Currently showing: Funding longer lives

26 Apr 17 06:53

In 2050 I will be 70, just one of 1.5 billion over-65s: almost three times today's number. What a triumph of medicine, public health and human progress!

But ageing societies also bring considerable challenges. Health-related risks increase as people get older: from the inevitable like bone mass decline, to the less predictable like dementia and cognitive impairments. Longer lives also bring higher health and care costs, and a greater need for more income amid an uncertain environment.

Swiss Re has produced the "Who pays for ageing?" report, to help broaden the discussion and encourage the development of solutions to these financial needs. The report looks at the total costs to support our senior population, where the money comes from, and how insurers can play a stronger role in funding solutions.

Who pays for ageing?
At a high level, senior's needs typically follow three main aspirations:
• Live secure (income)
• Live well (access to health and care)
• Bequeath something to the next generation (provide inheritance)

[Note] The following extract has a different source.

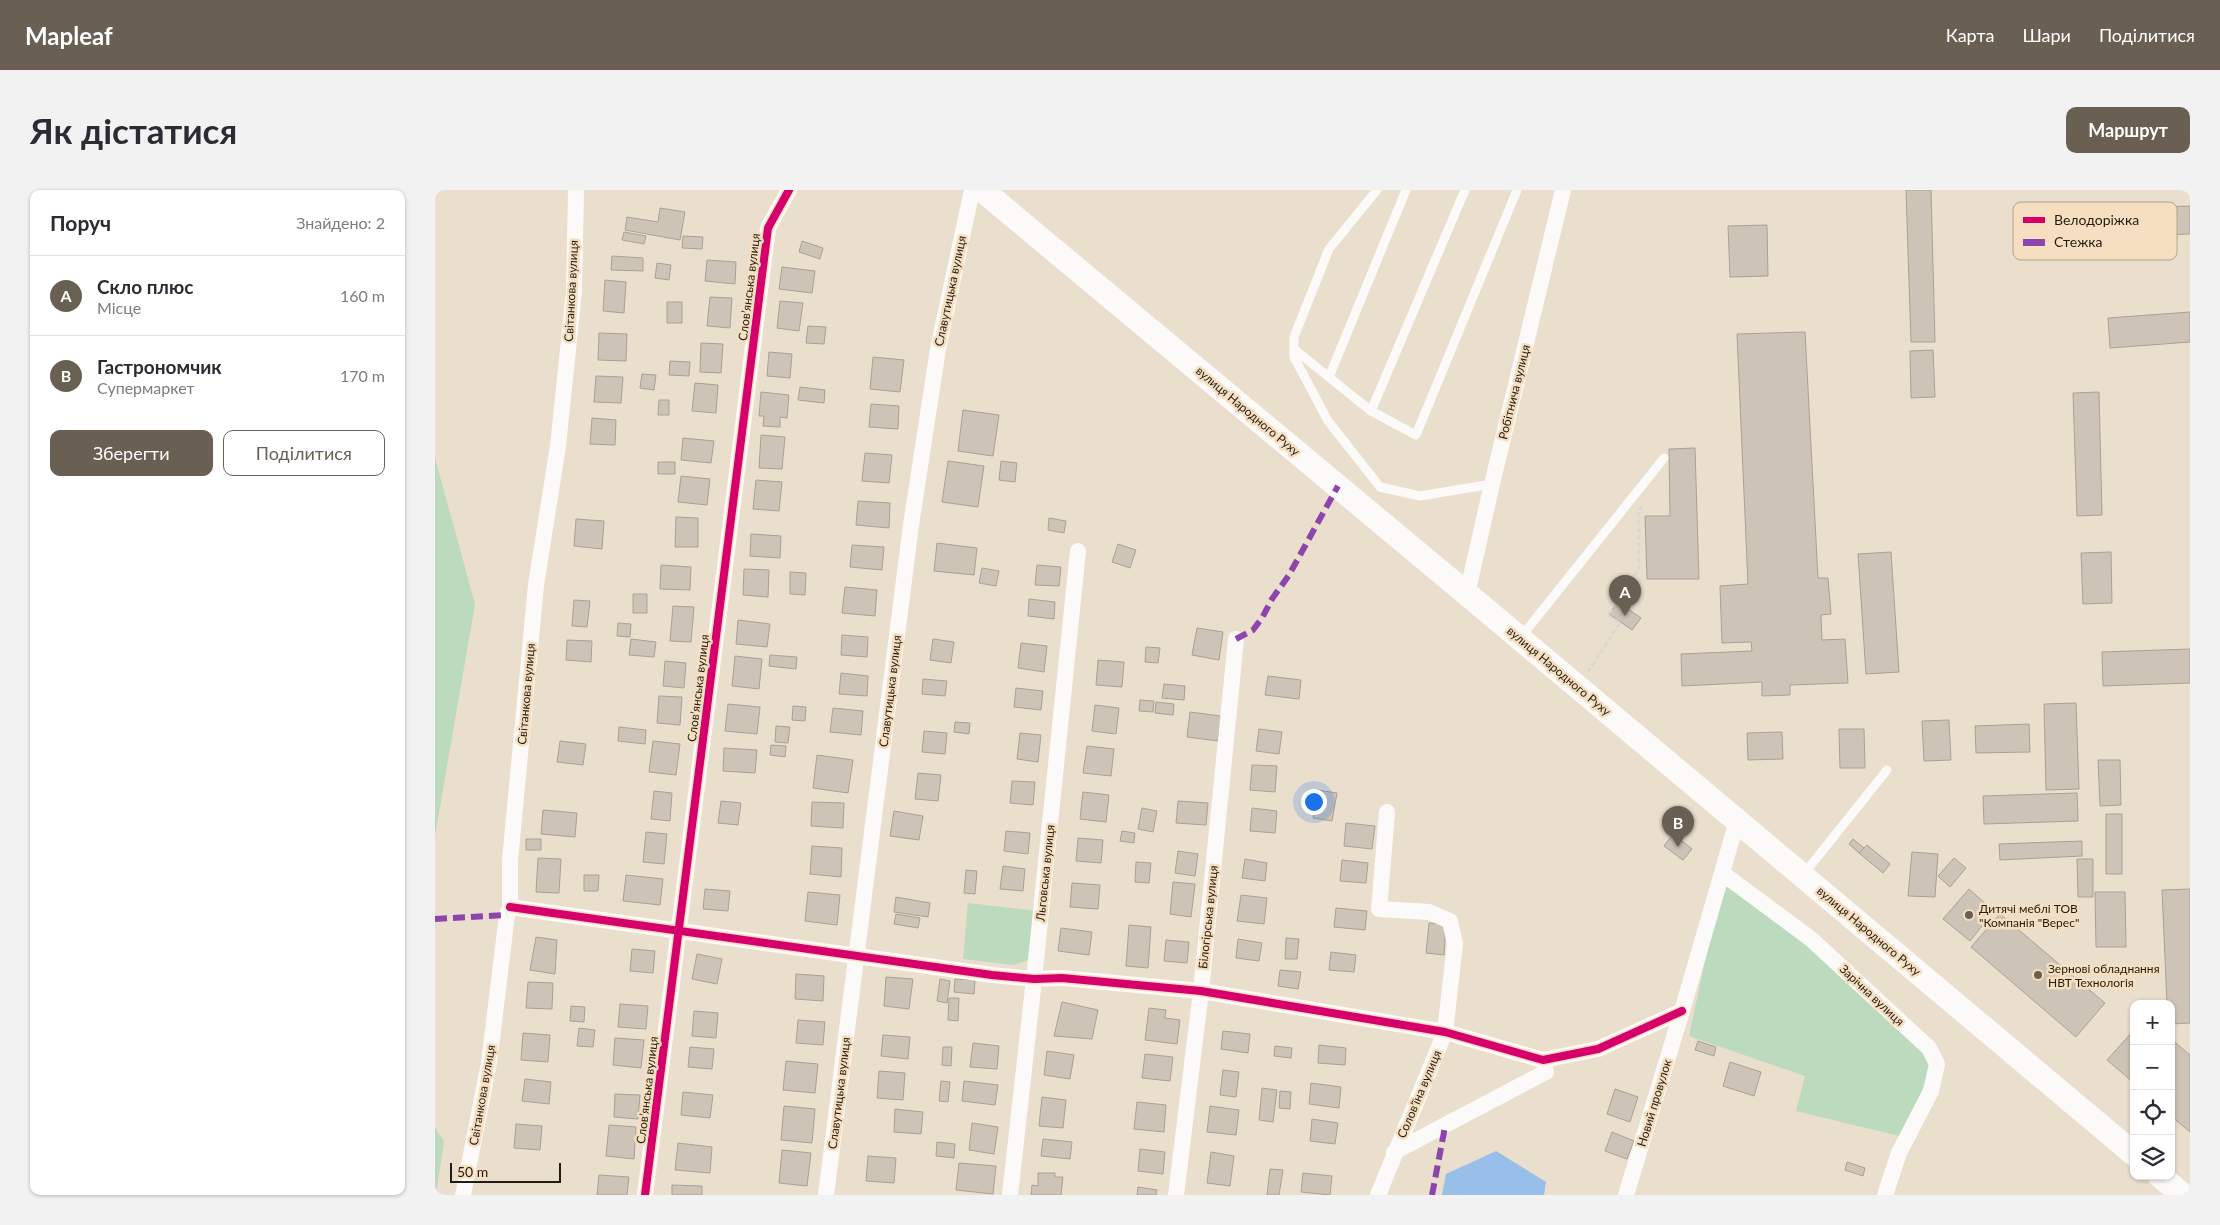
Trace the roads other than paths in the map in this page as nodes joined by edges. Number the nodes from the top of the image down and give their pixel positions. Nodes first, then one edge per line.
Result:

Swiss Re estimates that each year it takes USD 11 trillion to fund these needs for the over-65s (in purchasing power parity). Our analysis shows that a mere 5 percent share of this total wallet comes from insurance solutions. The rest is from the state and family (70%) and individual and private savings (25%).

Given today's state budget pressures and shrinking family sizes, the two lion's share sources also have the most challenging outlook. Though small in comparison, private savings are increasingly important in the decumulation phase for older adults. For example, across mature markets, the 65+ generation makes up 23% of the adult population but owns 41% of net private wealth.

Where can insurers help?
Historically, the re/insurance industry has focused on working age individuals where the pooling effects provide greater diversification and claims are less likely. Today should we be looking at more products that smooth consumers' risks and largely kick in during the decumulation stage?

Our Ageing Wallet analysis reveals where insurers can become a larger part of the
funding solution, and an important line of defence against the financial
risks of ageing.

I'm not concerned about those grey hairs that are appearing, but I really want to find ways to make sure older people (which one day include you and me) can be financially protected against those peak risks and points of vulnerability. Read our report on and let's act, for the benefit of our seniors and of our children.

Category: Funding longer lives


Alicia Montoya - 26 Apr 2017, 8:48 p.m.

Thanks, Domenico. I must say, those figures are pretty scary.

And here are two more factors worth accounting for as well: Many millennials don't own anything (we prefer to share and pay for usage) and many won't have children (so that family cushion is non existent in mine and a growing number of cases).

And to top it all off: For me, the concept of insurance is foreign and unattractive at best, and outright unpleasant and angering at worst.

There are good news too, though: I earn a good living and could be persuaded to pay to secure a good myself a better future.

For me the issue is the products themselves, as well as their distribution: Insurance covers do not speak to me in any way, not in what they cover (and don't - argh), not in how they cover it, not in the way they're delivered. They're written by lawyers for lawyers in a language only accessible to them and the processes are slow, obscure and painful.

So, where do we go from here? How do we engage people like me in the process? For me the answer is clear: Design new products that respond to my specific needs, and engage me along the whole process to help me better understand and therefore mitigate risks. Talk to me, be open with me, bring value to me. Don't expect me to go to your website and decipher 20 pages of gobbledegook. Work with me on this openly, transparently, collaboratively.

Domenico Savarese - 27 Apr 2017, 9:04 a.m.

Thanks Alicia.

When we saw the results, we felt even more motivated to share with our industry but also with other sectors and policymakers.
We look at the trends you mention plus others in the report, and believe they are a strong call to action to ensure that public and private players take the time to develop relevant solutions.

Not an easy one to tackle by any means, but I am convinced the path to resilience in ageing society must start from tangible solutions to specific needs.
Customer centricity figures strongly in our approach and knowledge being developed!

Urs Leimbacher - 28 Apr 2017, 9:14 a.m.

Thanks for sharing these insights, Domenico. I like your explanation about the 3 dimensions of seniors' needs and the proportions indicated. It goes without saying that this points to a huge potential of growth for private insurers in providing risk transfer solutions in support of living longer while staying healthy and well.
It's great to see Swiss Re ahead of the pack here - both in putting the finger on the challenge and in pointing to solutions. We're smarter together!

Domenico Savarese - 3 May 2017, 4:58 p.m.

Thanks Urs.

Acknowledging the 3 categories of needs is the starting point, as they are actually just the tip of the iceberg. The proof of the pudding will be in our ability to investigate and address the variety of people's needs.

A great starting point is Swiss Re's research in several global countries, of course!